Ahh, nostalgia. I’ve abandoned Mozilla’s modern skin (at least temporarily),for the tender embrace of Gold, a skin inspired by Netscape Navigator 3 Gold. Remember that? Before Netscape started sucking ass.

After working on twiddly pixel pushing, design twiddling, and display code, it’s actually relaxing to unwind and do some actual coding. I wrote a recursive function for the id3 tag viewer, based on the getID3() library (it’s reading a Prodigy song I threw up on the server to test with in debug mode). I’m putting together a ripping machine from one of my spare systems. I fully intend to rip my whole collection over the next few months. I figure if I can be bothered to do one or two in the morning before I go to work, and a few each night, I should be able to have all the CDs I own in a few months. From there on out, I’ll just rip as I acquire.

In other MP3 related news, a new version of MP3ext is out! I don’t think I’ve really found a better id3v2 tagger than this. (I really liked Helium and even paid up front for a beta version, but the writers abandoned that without releasing a finished upgrade and then started charging money for Helium2, which left me pretty soured me on that so they don’t count.) Came across a few interesting projects: the cool MP3 database of the future (not sure I like some of the stuff like the file tracking via id3v1 comments), and Netjuke, a streaming server that is a lot more like what I’m envisioning than most of the other ‘jukebox’ software out there.

Always a good idea to call before going to a show. Looks like Cursive has cancelled for tonight at the Troubadour due to medical problems. Well, there’s still the Sugarcult show next week. Although I really was looking forward to seeing Cursive.

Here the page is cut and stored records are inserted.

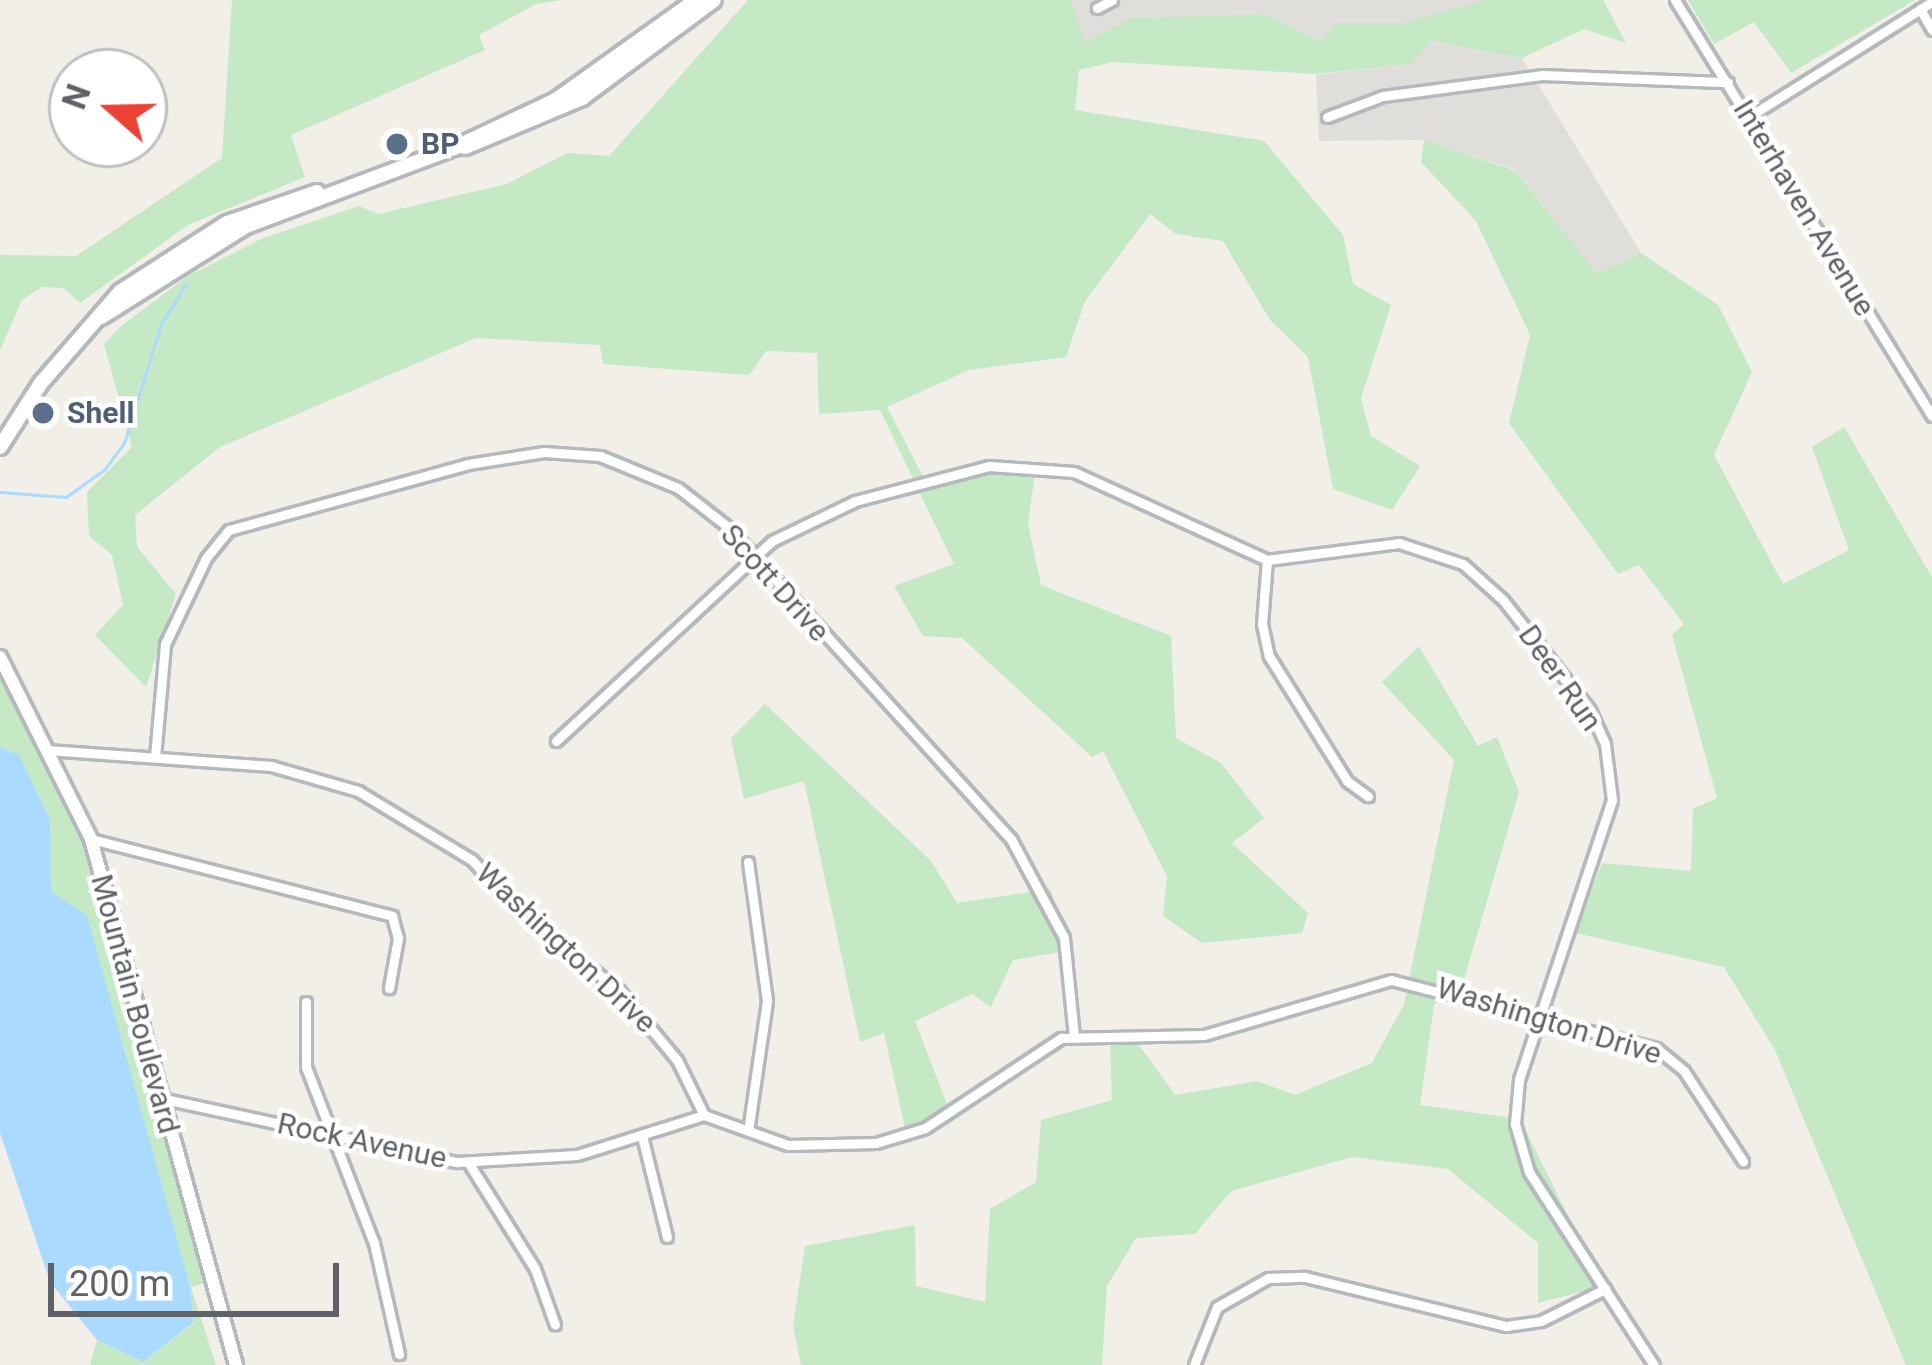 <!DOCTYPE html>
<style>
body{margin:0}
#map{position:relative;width:1932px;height:1365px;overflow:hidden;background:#f1efe8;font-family:Roboto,sans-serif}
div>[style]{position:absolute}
.industrial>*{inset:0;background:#e0deda}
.green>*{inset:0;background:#c5e8c5}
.water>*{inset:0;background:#aadaff}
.stream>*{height:3px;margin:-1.5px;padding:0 1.5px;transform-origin:1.5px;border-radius:1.5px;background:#aadaff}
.roads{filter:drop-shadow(3px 0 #b5b8bc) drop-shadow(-3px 0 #b5b8bc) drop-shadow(0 3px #b5b8bc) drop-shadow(0 -3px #b5b8bc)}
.minor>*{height:9px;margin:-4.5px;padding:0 4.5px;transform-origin:4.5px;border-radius:4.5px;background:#fff}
.tertiary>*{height:12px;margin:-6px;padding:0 6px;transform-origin:6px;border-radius:6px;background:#fff}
.secondary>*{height:14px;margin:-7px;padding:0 7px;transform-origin:7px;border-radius:7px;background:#fff}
.dots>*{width:33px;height:33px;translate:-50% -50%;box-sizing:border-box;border:6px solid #fff;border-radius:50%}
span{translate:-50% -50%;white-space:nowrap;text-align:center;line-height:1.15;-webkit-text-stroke:9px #fff;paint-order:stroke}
.service-label{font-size:30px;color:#4e5e75;font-weight:700}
.left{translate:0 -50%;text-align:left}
.street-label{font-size:30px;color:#5f6368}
.north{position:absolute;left:48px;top:48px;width:120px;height:120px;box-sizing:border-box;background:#fff;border:3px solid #bfc1c3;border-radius:50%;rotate:290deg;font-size:33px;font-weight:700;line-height:48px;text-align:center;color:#5f6368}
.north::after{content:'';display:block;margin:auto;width:42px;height:54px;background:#ea4335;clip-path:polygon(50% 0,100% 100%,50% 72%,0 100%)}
.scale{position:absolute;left:48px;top:1263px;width:291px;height:54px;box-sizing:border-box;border:6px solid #5f6368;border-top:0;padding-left:15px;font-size:36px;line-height:42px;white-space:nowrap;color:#5f6368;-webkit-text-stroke:9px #fff;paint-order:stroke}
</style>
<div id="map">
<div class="industrial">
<i style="clip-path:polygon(1071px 0,1486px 0,1487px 4px,1404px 23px,1337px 23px,1321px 41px,1264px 14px,1132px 18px,1085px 44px)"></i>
<i style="clip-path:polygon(1430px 41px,1522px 58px,1641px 253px,1597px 275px,1516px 170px,1424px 140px,1319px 141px,1316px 75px,1411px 64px)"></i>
</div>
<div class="green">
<i style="clip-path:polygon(232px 0,562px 0,536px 4px,479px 35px,485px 50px,291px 135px,305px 177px,188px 225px,80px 303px,63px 288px,42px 287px,22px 300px,0 350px,0 255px,76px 256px,222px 158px)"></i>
<i style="clip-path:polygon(748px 0,1071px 0,1085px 43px,1131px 18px,1264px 14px,1321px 41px,1337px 23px,1404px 23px,1486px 0,1603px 0,1626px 43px,1584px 29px,1522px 58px,1431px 41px,1411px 64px,1316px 74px,1113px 62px,1079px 70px,1075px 110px,1264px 141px,1343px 235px,1353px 284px,1391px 305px,1361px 398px,1371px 436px,1420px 466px,1392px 510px,1333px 489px,1308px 357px,1270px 320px,1223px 241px,1176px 234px,1150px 214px,1085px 301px,1066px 357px,969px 370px,887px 407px,929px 488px,995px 471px,1035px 473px,1028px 524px,1041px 585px,1171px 636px,1176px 738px,1221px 763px,1264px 818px,1232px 843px,1308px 913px,1302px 933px,1202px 943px,1163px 916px,1167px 876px,1103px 751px,1092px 757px,962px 638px,923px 636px,894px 586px,954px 564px,880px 410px,819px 414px,817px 353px,766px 351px,749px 375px,603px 364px,600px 345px,476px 338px,220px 447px,135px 515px,137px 547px,176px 594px,146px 687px,95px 635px,123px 605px,112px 555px,89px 536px,87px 492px,132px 447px,104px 344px,121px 326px,188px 276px,261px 239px,359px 206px,378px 214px,507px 184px,567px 153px,609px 156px)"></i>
<i style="clip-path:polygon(1688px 0,1915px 0,1791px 73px,1754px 22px,1714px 44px)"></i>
<i style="clip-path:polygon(1424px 140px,1516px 171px,1597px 274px,1641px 253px,1718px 305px,1752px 372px,1714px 455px,1783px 584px,1849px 550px,1812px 447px,1844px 427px,1932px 577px,1932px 1365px,1906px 1365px,1775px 1050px,1724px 967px,1576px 933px,1602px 863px,1691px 871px,1693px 809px,1717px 798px,1672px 635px,1684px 624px,1639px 565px,1618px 574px,1509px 423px,1530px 335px,1476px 221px,1421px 162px)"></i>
<i style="clip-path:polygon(1419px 646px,1478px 746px,1497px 737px,1519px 792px,1464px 979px,1434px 1005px,1420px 1105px,1520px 1119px,1603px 1286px,1538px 1303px,1538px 1243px,1448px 1169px,1352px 1157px,1231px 1191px,1195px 1234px,1136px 1238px,1107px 1286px,1102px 1365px,801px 1365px,793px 1326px,805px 1246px,915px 1225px,916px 1286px,985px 1302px,990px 1209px,1036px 1182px,1041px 1120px,1112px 1100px,1110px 1040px,1136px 1041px,1175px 1095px,1257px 1081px,1295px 1095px,1372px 1063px,1404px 1004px,1454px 760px,1382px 682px)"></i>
<i style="clip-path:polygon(0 657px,91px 839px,208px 1282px,191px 1287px,216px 1365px,90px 1365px,97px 1340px,143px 1362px,194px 1323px,190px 1286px,50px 891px,19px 756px,0 747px)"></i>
<i style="clip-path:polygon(765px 704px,931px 861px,957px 903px,1050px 889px,1073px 950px,1013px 960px,991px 1007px,972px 994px,915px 1021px,953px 1120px,907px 1137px,884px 1033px,860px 1042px,804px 781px,744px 799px,731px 738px)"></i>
</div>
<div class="water">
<i style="clip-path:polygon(0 747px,19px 755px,50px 820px,51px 891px,87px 916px,190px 1286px,194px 1322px,143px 1362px,97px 1340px,50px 1282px,0 1133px)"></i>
</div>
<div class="stream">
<i style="left:0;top:492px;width:66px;rotate:4.3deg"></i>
<i style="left:66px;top:497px;width:48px;rotate:-35.7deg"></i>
<i style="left:105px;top:469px;width:32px;rotate:-54deg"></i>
<i style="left:124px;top:443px;width:125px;rotate:-72.7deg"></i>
<i style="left:161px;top:324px;width:47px;rotate:-58deg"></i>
</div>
<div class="roads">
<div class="minor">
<i style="left:1675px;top:0;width:489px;rotate:58.3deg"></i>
<i style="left:1097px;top:8px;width:17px;rotate:-28deg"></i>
<i style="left:1920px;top:9px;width:24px;rotate:60deg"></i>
<i style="left:1750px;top:116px;width:215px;rotate:-32.1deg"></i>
<i style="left:1327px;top:117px;width:60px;rotate:-20.6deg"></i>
<i style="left:1383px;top:96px;width:160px;rotate:-7.5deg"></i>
<i style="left:1542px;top:75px;width:186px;rotate:2.2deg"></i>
<i style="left:1267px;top:560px;width:64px;rotate:94.5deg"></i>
<i style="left:1262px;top:624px;width:33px;rotate:78deg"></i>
<i style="left:1269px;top:656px;width:147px;rotate:58deg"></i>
<i style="left:1347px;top:781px;width:26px;rotate:36deg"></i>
<i style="left:556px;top:741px;width:294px;rotate:-42.8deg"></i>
<i style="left:772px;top:541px;width:92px;rotate:-25.7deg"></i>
<i style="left:855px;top:501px;width:138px;rotate:-14.6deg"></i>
<i style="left:989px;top:466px;width:85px;rotate:4deg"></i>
<i style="left:1074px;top:472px;width:212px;rotate:24.5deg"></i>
<i style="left:1267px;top:560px;width:133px;rotate:-7.3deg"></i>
<i style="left:1399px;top:543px;width:67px;rotate:18.2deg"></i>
<i style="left:1463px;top:564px;width:54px;rotate:42deg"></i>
<i style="left:1503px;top:600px;width:140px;rotate:51.7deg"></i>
<i style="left:1590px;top:710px;width:37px;rotate:66deg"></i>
<i style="left:1605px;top:744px;width:56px;rotate:82.9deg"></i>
<i style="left:1612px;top:800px;width:295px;rotate:108.4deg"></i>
<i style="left:1519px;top:1080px;width:44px;rotate:95.2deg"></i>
<i style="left:1515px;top:1124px;width:50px;rotate:73.7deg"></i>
<i style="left:1529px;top:1172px;width:230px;rotate:57.1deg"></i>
<i style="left:47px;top:750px;width:225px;rotate:4.1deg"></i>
<i style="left:271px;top:766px;width:91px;rotate:16deg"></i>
<i style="left:358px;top:791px;width:133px;rotate:31.2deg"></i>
<i style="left:472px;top:860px;width:70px;rotate:47.9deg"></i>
<i style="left:519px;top:912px;width:127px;rotate:38deg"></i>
<i style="left:619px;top:990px;width:91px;rotate:50.4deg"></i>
<i style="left:677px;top:1060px;width:61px;rotate:63.9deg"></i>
<i style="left:704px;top:1115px;width:89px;rotate:19.7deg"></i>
<i style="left:788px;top:1145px;width:88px;rotate:-1.3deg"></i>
<i style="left:876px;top:1143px;width:51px;rotate:-17deg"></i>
<i style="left:925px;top:1128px;width:163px;rotate:-33.5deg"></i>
<i style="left:1061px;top:1038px;width:143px;rotate:-1.2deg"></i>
<i style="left:1204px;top:1035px;width:195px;rotate:-16.4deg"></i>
<i style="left:1391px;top:980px;width:274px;rotate:14.4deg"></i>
<i style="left:1656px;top:1048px;width:36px;rotate:39deg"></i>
<i style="left:1684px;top:1071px;width:108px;rotate:56.8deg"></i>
<i style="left:155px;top:757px;width:113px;rotate:-84.9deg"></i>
<i style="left:165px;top:644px;width:95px;rotate:-64.5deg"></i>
<i style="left:206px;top:558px;width:36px;rotate:-51deg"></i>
<i style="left:229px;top:530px;width:248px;rotate:-15.4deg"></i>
<i style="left:468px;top:464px;width:77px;rotate:-9deg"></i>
<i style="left:544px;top:452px;width:56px;rotate:4.1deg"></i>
<i style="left:600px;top:456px;width:84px;rotate:22.3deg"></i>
<i style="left:678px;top:488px;width:63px;rotate:38deg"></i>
<i style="left:728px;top:527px;width:421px;rotate:47.8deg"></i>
<i style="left:1011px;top:839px;width:112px;rotate:61.8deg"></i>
<i style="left:1064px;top:938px;width:99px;rotate:84.2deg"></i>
<i style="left:91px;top:839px;width:311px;rotate:14.3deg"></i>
<i style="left:392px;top:916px;width:23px;rotate:75deg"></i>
<i style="left:398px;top:938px;width:51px;rotate:100.2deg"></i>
<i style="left:748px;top:862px;width:140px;rotate:82.2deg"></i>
<i style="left:767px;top:1001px;width:131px;rotate:98.3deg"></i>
<i style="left:306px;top:1002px;width:65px;rotate:90deg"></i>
<i style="left:306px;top:1067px;width:189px;rotate:68.9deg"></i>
<i style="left:374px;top:1243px;width:114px;rotate:77.3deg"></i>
<i style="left:160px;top:1098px;width:304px;rotate:12.2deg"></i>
<i style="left:457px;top:1162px;width:120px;rotate:-3.3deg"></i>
<i style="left:577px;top:1155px;width:133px;rotate:-17.5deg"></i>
<i style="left:642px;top:1136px;width:104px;rotate:76.1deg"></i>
<i style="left:468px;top:1162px;width:126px;rotate:57.9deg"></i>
<i style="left:535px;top:1269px;width:59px;rotate:70.3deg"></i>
<i style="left:1194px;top:1365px;width:62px;rotate:-68.4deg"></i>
<i style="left:1217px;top:1307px;width:59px;rotate:-29.6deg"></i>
<i style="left:1268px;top:1278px;width:37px;rotate:-2deg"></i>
<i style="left:1305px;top:1277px;width:207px;rotate:13.7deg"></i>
<i style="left:1506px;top:1326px;width:35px;rotate:-8deg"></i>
<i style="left:1541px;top:1321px;width:72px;rotate:-26.6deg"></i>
</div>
<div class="tertiary">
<i style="left:0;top:657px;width:203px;rotate:63.4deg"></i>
<i style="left:91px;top:839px;width:546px;rotate:74.59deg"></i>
</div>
<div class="secondary">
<i style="left:465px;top:147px;width:127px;rotate:-22.7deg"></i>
<i style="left:582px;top:98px;width:164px;rotate:-36.6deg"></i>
<i style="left:101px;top:317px;width:171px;rotate:-32.1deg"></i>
<i style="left:246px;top:226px;width:222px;rotate:-20.6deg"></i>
<i style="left:454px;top:148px;width:113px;rotate:-25.2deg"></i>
<i style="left:556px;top:100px;width:172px;rotate:-35.5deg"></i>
<i style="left:0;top:447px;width:76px;rotate:-57.4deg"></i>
<i style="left:41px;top:383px;width:121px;rotate:-49deg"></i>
<i style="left:120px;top:292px;width:127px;rotate:-32.8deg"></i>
<i style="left:227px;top:223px;width:95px;rotate:-19deg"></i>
</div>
</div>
<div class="dots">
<i style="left:397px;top:144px;background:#5c6f8a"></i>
<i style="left:43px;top:413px;background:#5c6f8a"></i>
</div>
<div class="service-label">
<span class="left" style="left:421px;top:144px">BP</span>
<span class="left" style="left:67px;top:413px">Shell</span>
</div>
<div class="street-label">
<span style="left:1804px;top:208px;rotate:59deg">Interhaven Avenue</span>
<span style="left:775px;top:583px;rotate:48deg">Scott Drive</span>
<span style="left:1560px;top:678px;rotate:55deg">Deer Run</span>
<span style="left:566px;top:948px;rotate:43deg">Washington Drive</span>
<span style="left:135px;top:1004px;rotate:75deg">Mountain Boulevard</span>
<span style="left:1549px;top:1021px;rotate:17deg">Washington Drive</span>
<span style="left:362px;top:1141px;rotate:12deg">Rock Avenue</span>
</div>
<div class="north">N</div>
<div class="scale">200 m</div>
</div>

My ER-6s came in from HeadRoom, so that’s keeping me amused.

Speaking of amused, I spent most of the day working on specifying CSS to make a header template as self-contained as possible so it won’t get destroyed by local CSS. Here’s a test page with examples of default borders for form text inputs. This is the first time I’ve had to use the CSS2 system colors (although part of me agrees that it’s icky and pollutes CSS, the pragmatist in me is appreciative and wishes there was more UI access, like being able to get font properties). Mozilla’s DOM Inspector came in handy for hunting down some font/color issues. It’s nice being able to seeing the computed values and styles rules and source they’re being applied from. If only all the other browsers had something like that, life would certainly be a bit easier.

Further Reading:

  • Accessing the User-Defined System Colors – While it says it’s for IE4, CSS2 pretty much adopts the exact same properties. This is the most comprehensive description of each property that I could find.

I’ve been spending the past few days fixing a lot of code that was delivered that have these sort of arbitrary page construction choices seems fine, but make creating templates from them a royal pain in the ass.

Anyway, proof that time flies even when you’re not having fun.

Been listening to some ‘old sad bastard music’ courtesy of AudioGalaxy. Yeah, Belle and Sebastian is one of the bands, as well as Now It’s Overhead, Elf Power, Tindersticks, Bright Eyes, and Big Star. Actually, over the weekend, I’ve been sampling quite a few bands. I even found a few that I really like: Death Cab for Cutie, Sparklehorse, Lilys, and Yellowcard among them. I ended up ordering a few more CDs than I probably should have over the weekend, which is one of the reasons that I originally stopped downloading music in the first place, it got too expensive when I found bands that I liked. One of the nice things about electronic music, since I never got into vinyl, it was just about mixes and shows. Umm, yeah, I’m not sure if I actually had a point with this point, I’m sure it would have gotten around to a rehash of the rants I’ve had made against the RIAA and how stupid the music industry or something like that.

Oh, one really nice thing about AG, I found this band called Letter to Juliet. They don’t have an album out yet, and their songs are currently only out on AudioGalaxy. Anyway, just thought that was pretty neat.

This morning I was doing some browsing in IE with my proxy accidentally off, no sooner than 5 clicks in, I had a gaggle of pop-ups, pop-unders, and pop-oncloses jumping up and about. I’d been browsing with Mozilla so long that I’d forgotten how it’d gotten out there. I can’t really imagine how all these people can stand browsing the web nowadays. I guess most of them don’t know better. Remember when there was a time before popups? (Am I dating myself here?)